Garcia has not been seen for a while on On the Mat according the announcers, because he has been busy running his own business in Auckland. Apparently he’s not good enough to quit his day job. The two wrestlers do some quick armbar and hammerlock exchanges early on, with niether getting a clear advantage until Joe scores with a headlock takedown. Garcia gets up to a vertical base and shoots him off the ropes, landing a hiptoss but getting caught immediately thereafter by the Samoan’s dropkick and caught again in his headlock. Johnny responds with an armbar and drops his leg across the outstretched limb. Joe eventually manages to pop up and go right back to the headlock, then connecting with another shoulderblock before getting hiptossed and trapped again in Garcia’s armbar. Joe escapes and looks for a sunset flip, but he only gets two. Garcia gets the same result off of a cradle and then a monkey flip, which is referred to by Rickard as a “Japanese stomach throw.” The two wrestlers jockey for position in a Greco-Roman knuckle lock, which ultimately turns in to Samoan Joe attempting to roll Garcia over for a Boston crab. As he looks for the hold, the bell rings and we have a zero fall to zero fall DRAW.
Match Thoughts: Well, this went back to the more technical style that I was talking about after match number one, but it still wasn’t particularly interesting. My understanding of Joe was that he was nothing more than an undercard wrestler on these shows while Garcia, as pointed out on commentary, wasn’t exactly full-time with the group at this point. The result was a crowd who sounded like it could not have cared less, especially given the fact that they’d just watched what, at the time, would have been a fairly heavy angle with Mark Lewin and Big Malumba.

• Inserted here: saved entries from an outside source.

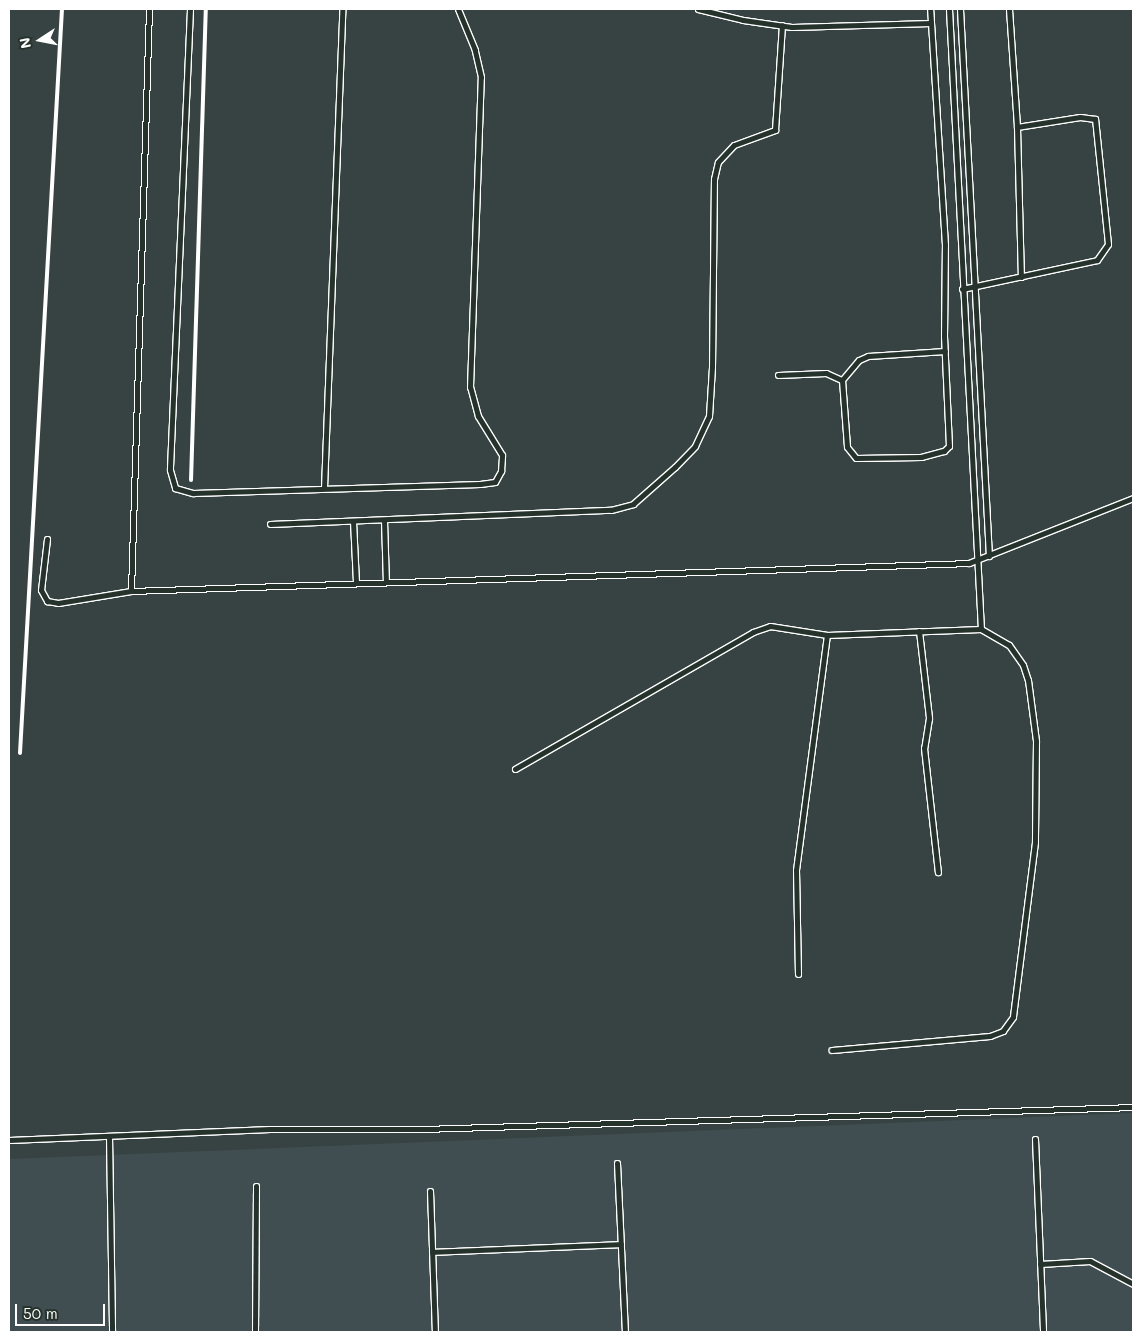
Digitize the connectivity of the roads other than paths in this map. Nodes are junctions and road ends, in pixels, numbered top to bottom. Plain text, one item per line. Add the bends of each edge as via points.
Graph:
1 (149, 9) edge
2 (190, 9) edge
3 (342, 9) edge
4 (458, 9) edge
5 (698, 9) edge
6 (930, 9) edge
7 (949, 9) edge
8 (960, 9) edge
9 (1009, 9) edge
10 (931, 23) junction
11 (782, 25) junction
12 (1017, 127) junction
13 (1021, 277) junction
14 (974, 288) junction
15 (962, 289) junction
16 (945, 351) junction
17 (778, 375) dead end
18 (842, 380) junction
19 (324, 488) junction
20 (1133, 498) edge
21 (384, 520) junction
22 (353, 521) junction
23 (270, 524) dead end
24 (47, 539) dead end
25 (990, 556) junction
26 (978, 561) junction
27 (386, 582) junction
28 (356, 583) junction
29 (131, 591) junction
30 (981, 629) junction
31 (919, 631) junction
32 (827, 635) junction
33 (514, 769) dead end
34 (938, 872) dead end
35 (798, 974) dead end
36 (832, 1050) dead end
37 (1133, 1107) edge
38 (109, 1136) junction
39 (1035, 1139) dead end
40 (9, 1140) edge
41 (617, 1163) dead end
42 (256, 1186) dead end
43 (430, 1190) dead end
44 (621, 1244) junction
45 (432, 1252) junction
46 (1040, 1264) junction
47 (1133, 1284) edge
48 (112, 1332) edge
49 (255, 1332) edge
50 (435, 1332) edge
51 (625, 1332) edge
52 (1043, 1332) edge

1 - 29 lane
2 - 19 lane via 172,481 175,488 193,493
3 - 19 lane
4 - 19 lane via 475,50 481,77 470,387 478,416 502,455 501,471 495,482 480,484
5 - 11 lane
6 - 10 lane
7 - 15 lane
8 - 14 lane
9 - 12 lane
10 - 11 lane
10 - 16 lane via 935,45 945,245
11 - 21 lane via 775,130 734,144 718,162 714,179 712,367 708,416 696,446 648,492 624,508
12 - 13 lane
12 - 13 lane via 1080,117 1095,120 1109,228 1108,244 1097,260
13 - 14 lane
14 - 15 lane
14 - 25 lane
15 - 26 lane
16 - 18 lane via 868,356 859,360
16 - 18 lane via 952,439 944,452 921,457 856,458 851,455 847,447
17 - 18 lane via 826,373
20 - 25 lane
21 - 22 lane
21 - 27 lane
22 - 23 lane
22 - 28 lane
24 - 29 lane via 41,590 46,601 58,603
25 - 26 lane
26 - 27 lane
26 - 30 lane
27 - 28 lane
28 - 29 lane
30 - 31 lane
30 - 36 lane via 1009,645 1023,665 1032,695 1035,727 1035,842 1013,1017 1002,1031 990,1036
31 - 32 lane
31 - 34 lane via 929,718 924,748
32 - 33 lane via 770,626 753,632
32 - 35 lane via 796,870
37 - 38 lane
38 - 40 lane
38 - 48 lane
39 - 46 lane
41 - 44 lane
42 - 49 lane
43 - 45 lane
44 - 45 lane
44 - 51 lane
45 - 50 lane
46 - 47 lane via 1090,1262
46 - 52 lane

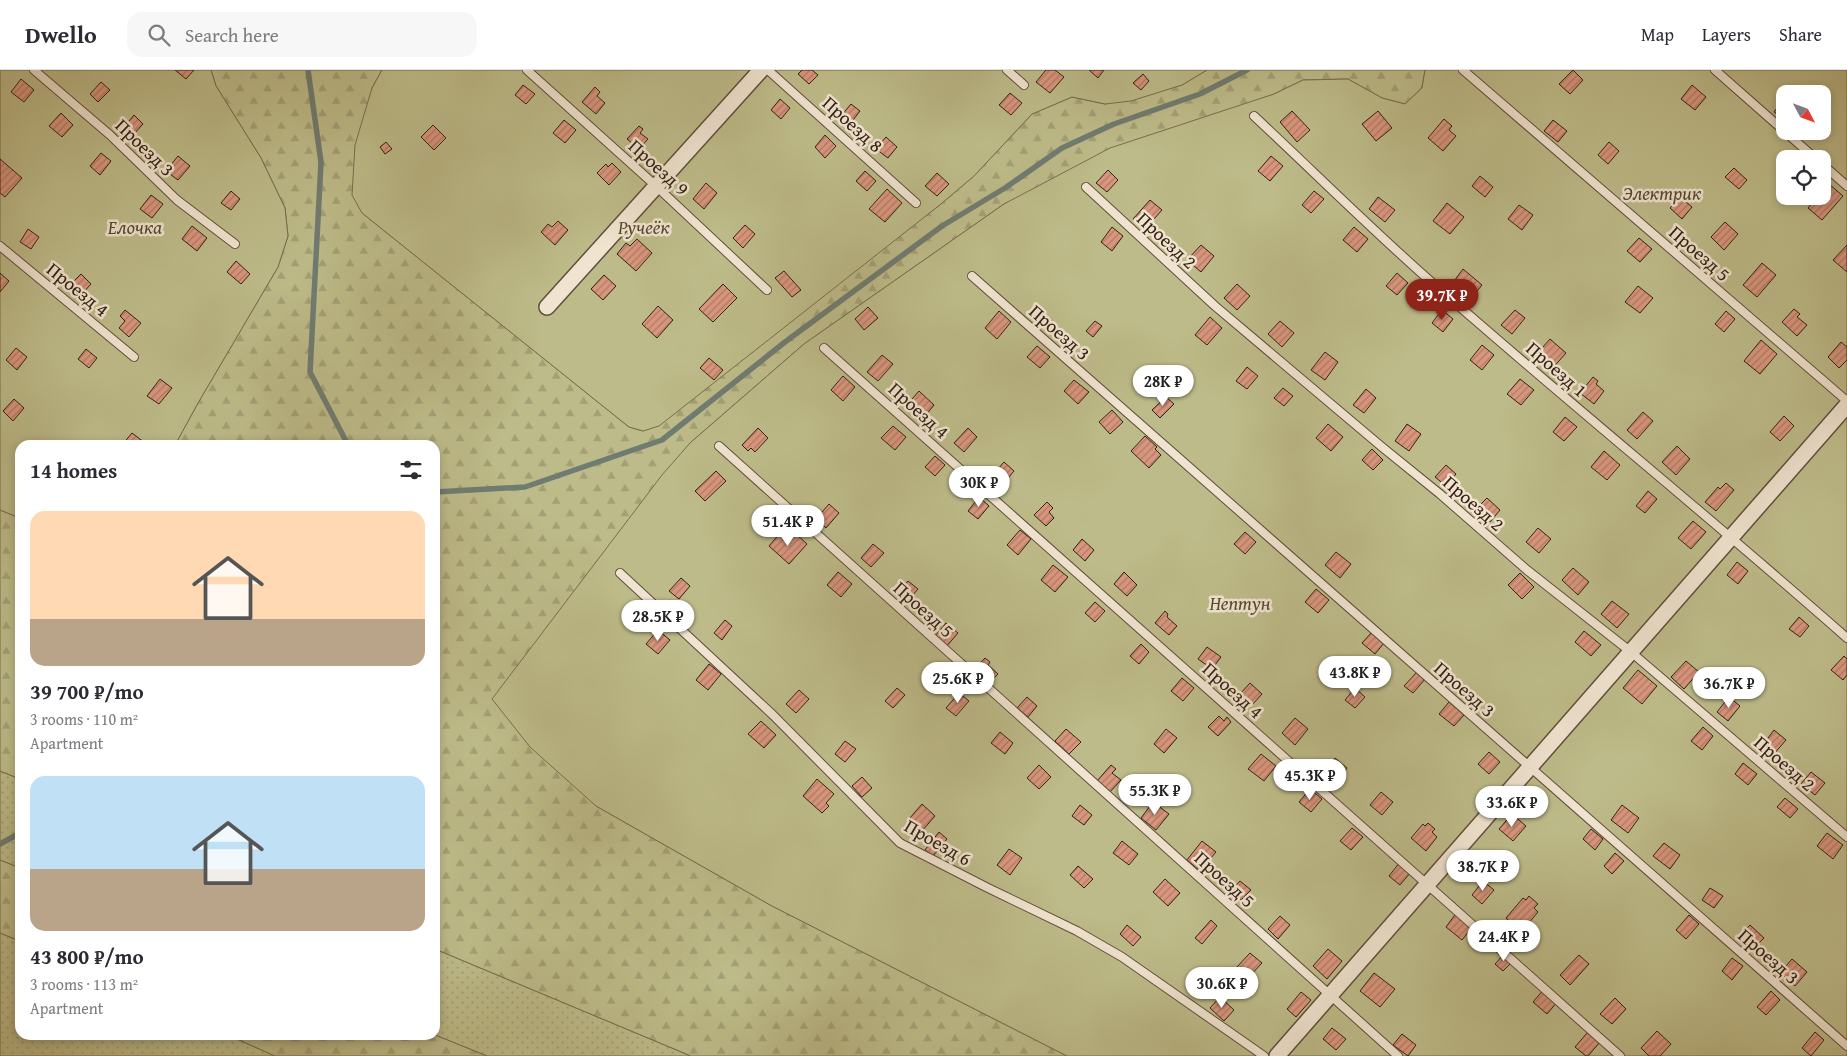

The crowd brought it down a fair deal, and the wrestlers weren’t doing that much to get them back with it . . . a technically competent match, though I have a hard time figuring out why anybody was supposed to care about it. *
After the match, Rickard speaks with Samoan Joe and Con Iakovidis. Zero of note is said, though it’s interesting that Iakovidis was allowed to talk given that they were talking about him earlier as though he were from Greece. Him cutting a promo pretty well kills that gimmick, as it reveals that, even though he looks very Greek, he’s got just as big of a New Zealand accent as everybody else on the show.
And that fairly unremarkable interview brings the show to a close!
Though they aren’t epic programs that I’m going to watch time and time again, these two episodes of NWA On the Mat were very fun to watch as a curiosity, a look into an old territory that I, as an American, have almost never seen or even heard discussed. There were certainly some talented wrestlers there, both in terms of the natives and in terms of the American wrestlers that Steve Rickard announced that they were bringing into the territory. O’ Day and Miller in particular seemed to be guys who could do fine jobs of carrying territories on this level and be credible contenders for World Heavyweight Champions of the era. Though it will probably never happen, these shows created an interest in me in seeing more from the New Zealand territory, if for no other reason than to document some of the forgotten career moments of US wrestlers who heavily toured abroad.